## TASK REQUIREMENTS
Filter the entries down to the lines containing "Gobernador", and copy those lines.

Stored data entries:

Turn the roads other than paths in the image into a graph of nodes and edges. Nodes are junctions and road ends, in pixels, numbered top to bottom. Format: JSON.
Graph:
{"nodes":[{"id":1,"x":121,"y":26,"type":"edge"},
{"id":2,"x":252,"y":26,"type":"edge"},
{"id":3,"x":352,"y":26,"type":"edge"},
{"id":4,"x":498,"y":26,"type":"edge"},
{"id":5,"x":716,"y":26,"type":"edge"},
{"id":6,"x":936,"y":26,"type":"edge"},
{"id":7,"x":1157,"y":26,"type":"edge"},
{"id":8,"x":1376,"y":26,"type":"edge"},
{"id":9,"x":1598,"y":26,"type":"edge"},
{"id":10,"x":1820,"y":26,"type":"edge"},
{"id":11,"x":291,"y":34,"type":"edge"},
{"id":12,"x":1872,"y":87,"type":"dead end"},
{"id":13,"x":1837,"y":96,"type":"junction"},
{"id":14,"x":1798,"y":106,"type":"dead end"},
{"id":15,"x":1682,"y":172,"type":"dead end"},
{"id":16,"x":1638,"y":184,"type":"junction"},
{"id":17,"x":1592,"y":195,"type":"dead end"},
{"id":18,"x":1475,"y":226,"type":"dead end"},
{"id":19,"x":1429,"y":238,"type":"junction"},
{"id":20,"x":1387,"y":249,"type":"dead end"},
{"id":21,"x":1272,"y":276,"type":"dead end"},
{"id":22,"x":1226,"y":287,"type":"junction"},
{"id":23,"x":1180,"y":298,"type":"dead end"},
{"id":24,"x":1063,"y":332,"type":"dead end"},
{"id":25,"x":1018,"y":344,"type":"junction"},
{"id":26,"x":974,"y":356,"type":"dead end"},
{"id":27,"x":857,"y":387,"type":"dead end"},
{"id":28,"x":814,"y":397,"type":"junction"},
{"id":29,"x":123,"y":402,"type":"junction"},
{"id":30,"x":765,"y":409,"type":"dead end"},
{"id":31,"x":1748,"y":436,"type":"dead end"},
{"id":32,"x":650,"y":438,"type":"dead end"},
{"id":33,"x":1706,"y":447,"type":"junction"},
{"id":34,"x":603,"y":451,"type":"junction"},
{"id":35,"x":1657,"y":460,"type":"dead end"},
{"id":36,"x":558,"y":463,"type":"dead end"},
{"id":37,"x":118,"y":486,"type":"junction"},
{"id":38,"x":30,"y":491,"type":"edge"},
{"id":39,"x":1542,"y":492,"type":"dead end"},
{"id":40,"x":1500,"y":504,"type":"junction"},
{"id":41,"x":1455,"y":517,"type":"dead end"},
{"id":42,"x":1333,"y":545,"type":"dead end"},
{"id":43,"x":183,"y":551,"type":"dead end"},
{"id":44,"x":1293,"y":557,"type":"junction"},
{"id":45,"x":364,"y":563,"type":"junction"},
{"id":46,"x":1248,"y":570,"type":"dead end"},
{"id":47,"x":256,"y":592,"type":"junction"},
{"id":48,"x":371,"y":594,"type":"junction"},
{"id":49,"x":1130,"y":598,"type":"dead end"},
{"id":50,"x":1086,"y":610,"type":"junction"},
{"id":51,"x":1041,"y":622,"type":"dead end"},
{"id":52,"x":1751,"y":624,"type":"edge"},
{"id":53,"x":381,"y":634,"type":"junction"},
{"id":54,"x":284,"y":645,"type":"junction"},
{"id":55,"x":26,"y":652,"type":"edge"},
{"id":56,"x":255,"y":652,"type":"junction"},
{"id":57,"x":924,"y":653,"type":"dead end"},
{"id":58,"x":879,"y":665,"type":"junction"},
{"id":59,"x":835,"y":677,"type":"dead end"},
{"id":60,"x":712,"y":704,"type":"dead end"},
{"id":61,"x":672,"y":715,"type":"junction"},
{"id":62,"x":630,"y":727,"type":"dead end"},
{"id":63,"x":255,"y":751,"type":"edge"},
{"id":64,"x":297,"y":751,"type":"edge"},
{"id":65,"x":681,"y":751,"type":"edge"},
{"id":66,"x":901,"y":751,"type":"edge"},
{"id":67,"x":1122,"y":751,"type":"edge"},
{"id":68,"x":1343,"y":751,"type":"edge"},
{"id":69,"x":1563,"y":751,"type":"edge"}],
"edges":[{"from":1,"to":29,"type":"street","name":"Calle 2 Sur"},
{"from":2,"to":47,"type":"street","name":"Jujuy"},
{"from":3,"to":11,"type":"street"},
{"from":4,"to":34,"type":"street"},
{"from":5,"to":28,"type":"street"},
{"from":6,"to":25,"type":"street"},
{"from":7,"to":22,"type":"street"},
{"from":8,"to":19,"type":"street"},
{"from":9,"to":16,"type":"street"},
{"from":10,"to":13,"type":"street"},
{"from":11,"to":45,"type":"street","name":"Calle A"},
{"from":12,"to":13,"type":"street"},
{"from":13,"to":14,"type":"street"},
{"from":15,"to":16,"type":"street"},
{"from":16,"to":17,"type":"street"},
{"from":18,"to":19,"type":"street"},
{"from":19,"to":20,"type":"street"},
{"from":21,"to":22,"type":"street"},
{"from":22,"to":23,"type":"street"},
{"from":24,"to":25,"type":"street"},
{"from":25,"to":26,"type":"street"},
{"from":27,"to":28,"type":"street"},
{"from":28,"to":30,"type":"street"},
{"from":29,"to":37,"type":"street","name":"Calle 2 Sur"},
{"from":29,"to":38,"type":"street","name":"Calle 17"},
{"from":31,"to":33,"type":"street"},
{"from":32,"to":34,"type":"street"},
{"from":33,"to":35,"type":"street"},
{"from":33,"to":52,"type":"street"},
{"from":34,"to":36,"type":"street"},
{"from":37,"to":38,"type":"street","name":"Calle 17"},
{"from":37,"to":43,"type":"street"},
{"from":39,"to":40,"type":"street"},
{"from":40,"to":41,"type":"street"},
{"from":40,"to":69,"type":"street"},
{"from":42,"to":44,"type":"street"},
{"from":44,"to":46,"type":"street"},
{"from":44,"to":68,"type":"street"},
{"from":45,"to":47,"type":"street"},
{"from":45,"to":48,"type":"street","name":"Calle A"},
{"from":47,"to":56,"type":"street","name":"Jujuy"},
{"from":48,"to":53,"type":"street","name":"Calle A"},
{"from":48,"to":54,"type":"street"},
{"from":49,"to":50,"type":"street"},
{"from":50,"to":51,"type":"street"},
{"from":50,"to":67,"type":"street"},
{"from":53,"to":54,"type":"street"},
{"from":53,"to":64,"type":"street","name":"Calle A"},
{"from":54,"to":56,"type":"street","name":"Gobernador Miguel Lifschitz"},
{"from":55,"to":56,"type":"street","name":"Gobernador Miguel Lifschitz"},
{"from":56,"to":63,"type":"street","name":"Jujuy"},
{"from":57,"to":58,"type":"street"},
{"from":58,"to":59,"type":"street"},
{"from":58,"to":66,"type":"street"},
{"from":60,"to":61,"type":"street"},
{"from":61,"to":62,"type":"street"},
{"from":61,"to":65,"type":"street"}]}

## OUTPUT FOR THIS EXERCISE
{"from":54,"to":56,"type":"street","name":"Gobernador Miguel Lifschitz"},
{"from":55,"to":56,"type":"street","name":"Gobernador Miguel Lifschitz"},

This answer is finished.